Personal information
- Born: April 29, 1988 (age 38) Oakville, Ontario, Canada
- Height: 5 ft 6 in / 170 cm
- Weight: 165 lb / 75 kg
- Website: www.jeffbatchelor.com

Medal record
Men's snowboarding
Representing Canada
FIS Snowboarding World Championships
| Silver medal – second place | 2009 Gangwon | Halfpipe |

= Jeff Batchelor =

Canadian professional snowboarder (born 1988)

Jeffrey Batchelor (born April 29, 1988) is a Canadian professional snowboarder who currently competes in snowboard competitions both nationally and internationally. Batchelor is a member of the Canadian National Halfpipe Team. Jeff trains at his home club in Blue Mountain, Ontario. His major sponsor is Algario Communications, a Toronto-based communications and sales development company.

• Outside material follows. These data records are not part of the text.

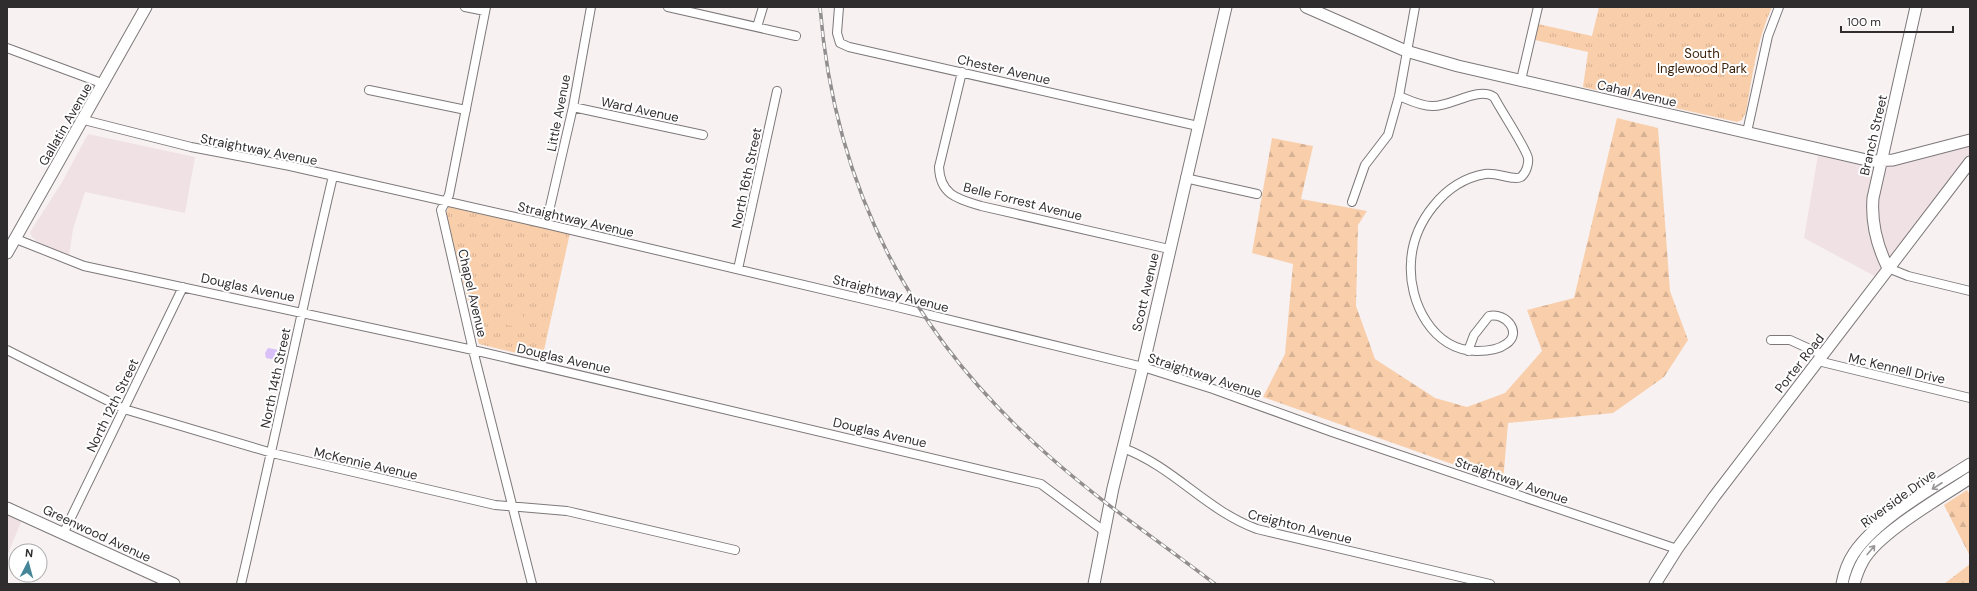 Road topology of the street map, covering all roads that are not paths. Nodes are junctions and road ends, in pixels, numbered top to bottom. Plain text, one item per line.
1 (146, 7) edge
2 (465, 7) edge
3 (591, 7) edge
4 (668, 7) edge
5 (763, 7) edge
6 (839, 7) edge
7 (1226, 7) edge
8 (1306, 7) edge
9 (1415, 7) edge
10 (1538, 7) edge
11 (1779, 7) edge
12 (1916, 7) edge
13 (486, 9) edge
14 (757, 27) junction
15 (796, 36) dead end
16 (7, 48) edge
17 (1406, 51) junction
18 (962, 72) junction
19 (1521, 80) junction
20 (104, 84) junction
21 (369, 90) dead end
22 (777, 92) dead end
23 (1398, 96) junction
24 (572, 107) junction
25 (466, 110) junction
26 (84, 120) junction
27 (1198, 126) junction
28 (1747, 132) junction
29 (703, 135) dead end
30 (1970, 140) edge
31 (1882, 161) junction
32 (1970, 162) edge
33 (333, 176) junction
34 (1186, 178) junction
35 (1257, 194) dead end
36 (445, 202) junction
37 (1352, 202) dead end
38 (546, 224) junction
39 (11, 237) edge
40 (1170, 249) junction
41 (7, 253) edge
42 (1888, 268) junction
43 (738, 270) junction
44 (183, 288) junction
45 (1970, 291) edge
46 (301, 313) junction
47 (1771, 340) dead end
48 (7, 350) edge
49 (473, 350) junction
50 (1468, 351) junction
51 (1821, 358) junction
52 (1143, 367) junction
53 (1970, 398) edge
54 (124, 409) junction
55 (1123, 448) junction
56 (272, 453) junction
57 (1970, 464) edge
58 (1970, 478) edge
59 (513, 507) junction
60 (7, 508) edge
61 (1104, 531) junction
62 (64, 532) junction
63 (1677, 549) junction
64 (734, 550) dead end
65 (1848, 564) junction
66 (1859, 570) junction
67 (174, 584) edge
68 (241, 584) edge
69 (532, 584) edge
70 (1094, 584) edge
71 (1490, 584) edge
72 (1655, 584) edge
73 (1842, 584) edge
74 (1854, 584) edge

1 - 20 street, Gallatin Avenue
2 - 13 street
3 - 24 street, Little Avenue
4 - 14 street
5 - 14 street
6 - 18 street, Chester Avenue
7 - 27 street, Scott Avenue
8 - 17 street, Cahal Avenue
9 - 17 street
10 - 19 street
11 - 28 street
12 - 31 street, Branch Street
13 - 25 street, Chapel Avenue
14 - 15 street
16 - 20 street
17 - 19 street, Cahal Avenue
17 - 23 street
18 - 27 street, Chester Avenue
18 - 40 street, Belle Forrest Avenue
19 - 28 street, Cahal Avenue
20 - 26 street, Gallatin Avenue
21 - 25 street
22 - 43 street, North 16th Street
23 - 37 street
23 - 50 street
24 - 29 street, Ward Avenue
24 - 38 street, Little Avenue
25 - 36 street, Chapel Avenue
26 - 33 street, Straightway Avenue
26 - 39 street, Gallatin Avenue
27 - 34 street, Scott Avenue
28 - 31 street, Cahal Avenue
30 - 31 street, Cahal Avenue
31 - 42 street, Branch Street
32 - 42 street, Porter Road
33 - 36 street, Straightway Avenue
33 - 46 street, North 14th Street
34 - 35 street
34 - 40 street, Scott Avenue
36 - 38 street, Straightway Avenue
36 - 49 street, Chapel Avenue
38 - 43 street, Straightway Avenue
39 - 41 street, Gallatin Avenue
39 - 44 street, Douglas Avenue
40 - 52 street, Scott Avenue
42 - 45 street
42 - 51 street, Porter Road
43 - 52 street, Straightway Avenue
44 - 46 street, Douglas Avenue
44 - 54 street, North 12th Street
46 - 49 street, Douglas Avenue
46 - 56 street, North 14th Street
47 - 51 street, Mc Kennell Drive
48 - 54 street, McKennie Avenue
49 - 59 street, Chapel Avenue
49 - 61 street, Douglas Avenue
50 - 50 street
51 - 53 street, Mc Kennell Drive
51 - 63 street, Porter Road
52 - 55 street, Scott Avenue
52 - 63 street, Straightway Avenue
54 - 56 street, McKennie Avenue
54 - 62 street, North 12th Street
55 - 61 street, Scott Avenue
55 - 71 street, Creighton Avenue
56 - 59 street, McKennie Avenue
56 - 68 street, North 14th Street
57 -> 65 street, Riverside Drive
66 -> 58 street, Riverside Drive
59 - 64 street, McKennie Avenue
59 - 69 street, Chapel Avenue
60 - 62 street, Greenwood Avenue
61 - 70 street, Scott Avenue
62 - 67 street, Greenwood Avenue
63 - 72 street, Porter Road
65 - 66 street
65 - 73 street, Riverside Drive
66 - 74 street, Riverside Drive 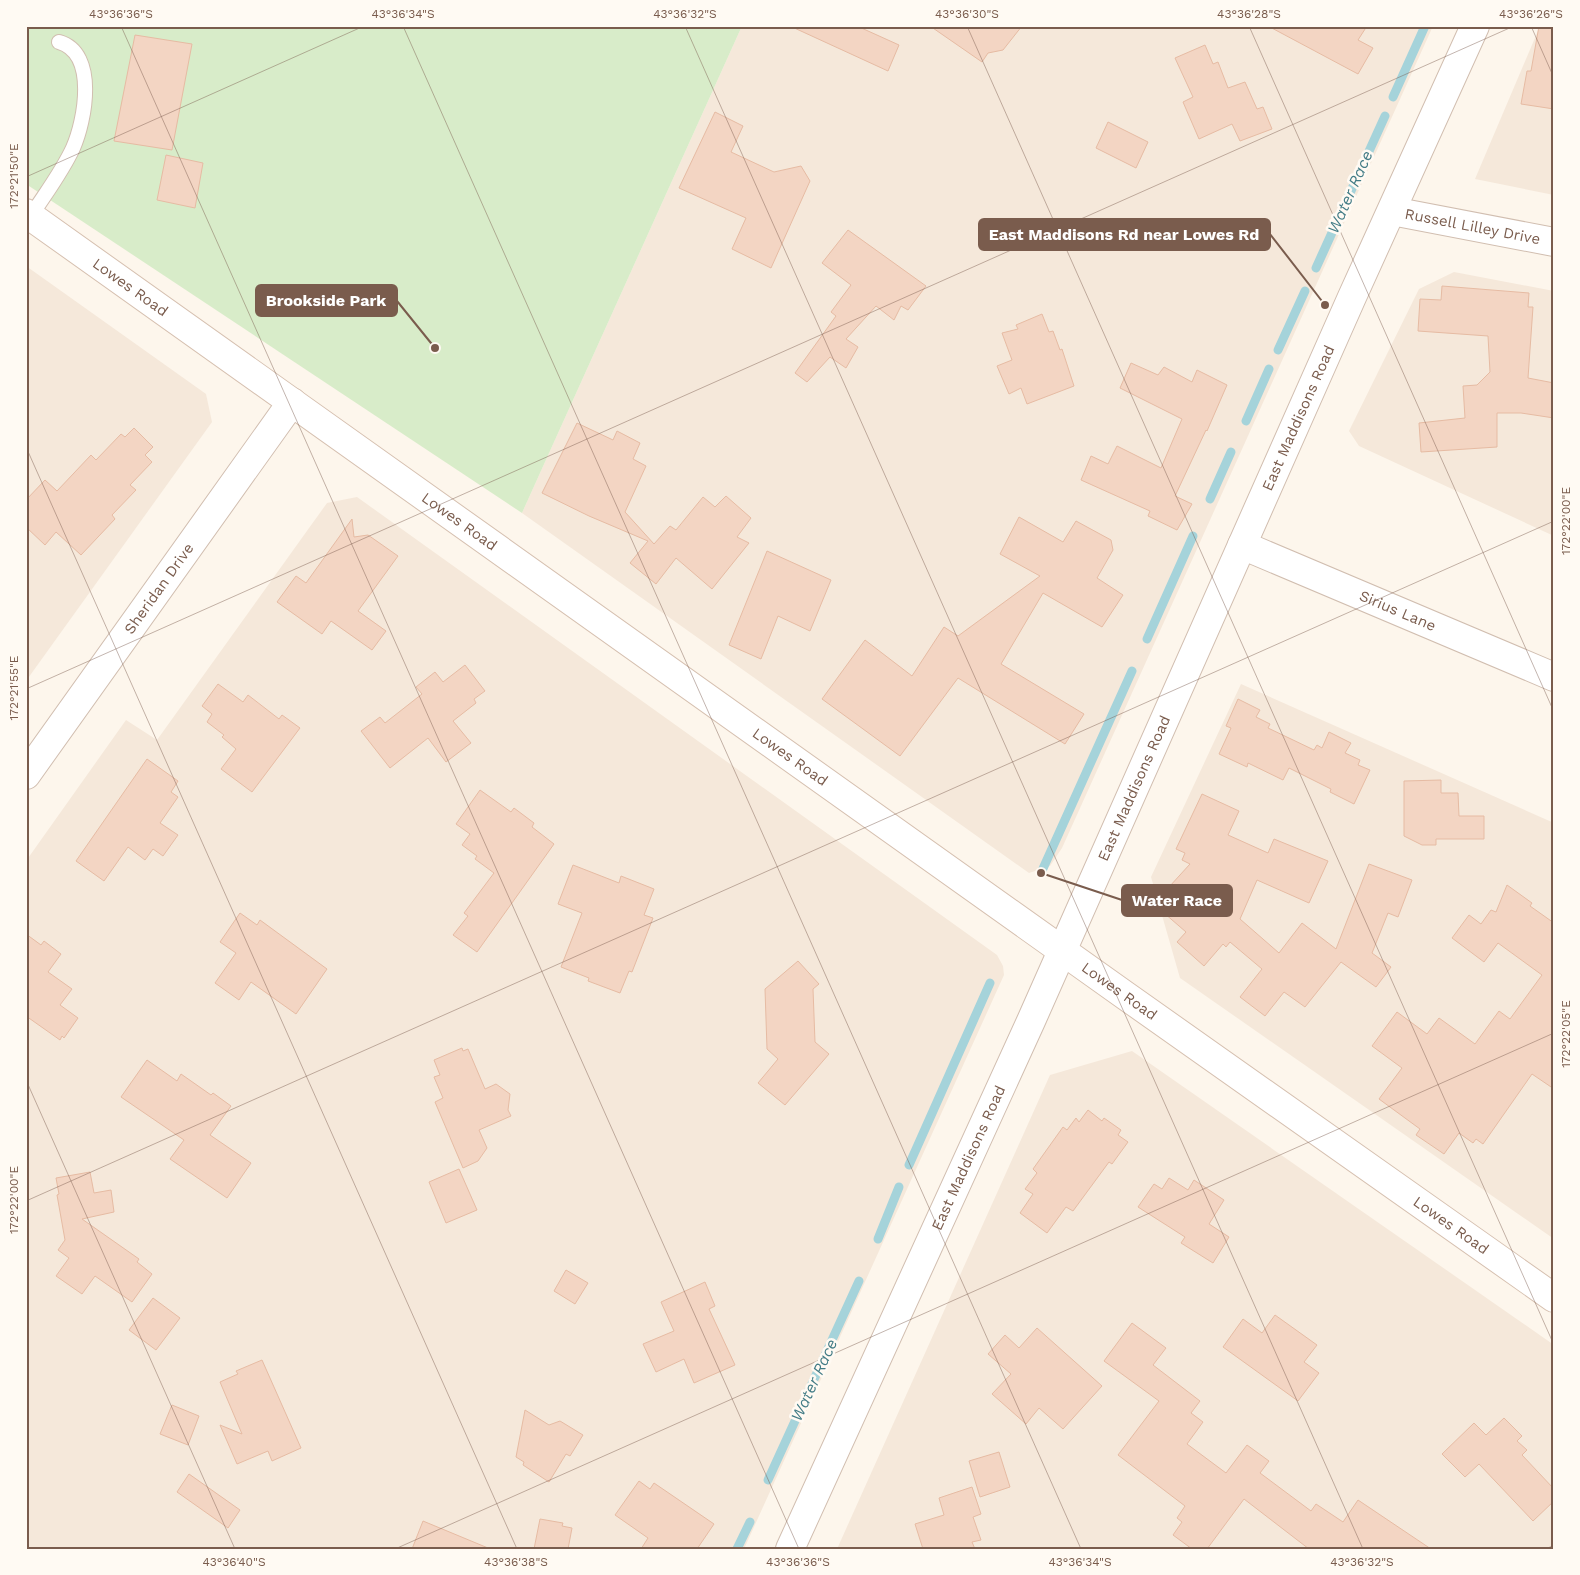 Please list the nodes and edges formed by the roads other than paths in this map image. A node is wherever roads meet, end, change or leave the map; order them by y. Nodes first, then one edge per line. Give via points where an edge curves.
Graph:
1 (1475, 26) edge
2 (59, 42) dead end
3 (1392, 211) junction
4 (28, 215) edge
5 (1554, 242) edge
6 (292, 402) junction
7 (1242, 545) junction
8 (1554, 677) edge
9 (26, 775) edge
10 (1062, 950) junction
11 (1554, 1298) edge
12 (790, 1549) edge

1 - 3 street, East Maddisons Road
2 - 4 lane via 80,60 85,98 73,148
3 - 5 street, Russell Lilley Drive
3 - 7 street, East Maddisons Road
4 - 6 street, Lowes Road
6 - 9 street, Sheridan Drive
6 - 10 street, Lowes Road
7 - 8 street, Sirius Lane
7 - 10 street, East Maddisons Road
10 - 11 street, Lowes Road
10 - 12 street, East Maddisons Road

He attended Appleby College in Oakville, Ontario. In 2006, Jeff was named to the Canadian National Snowboard Team, but is no longer on the team.

Jeff as well as the other members of the Canadian national snowboard team co-starred in a reality TV show called Over the Bolts on MTV.

Batchelor competed in the 2010 Winter Olympics, finishing 32nd with a score of 18.5 out of a possible 50 points.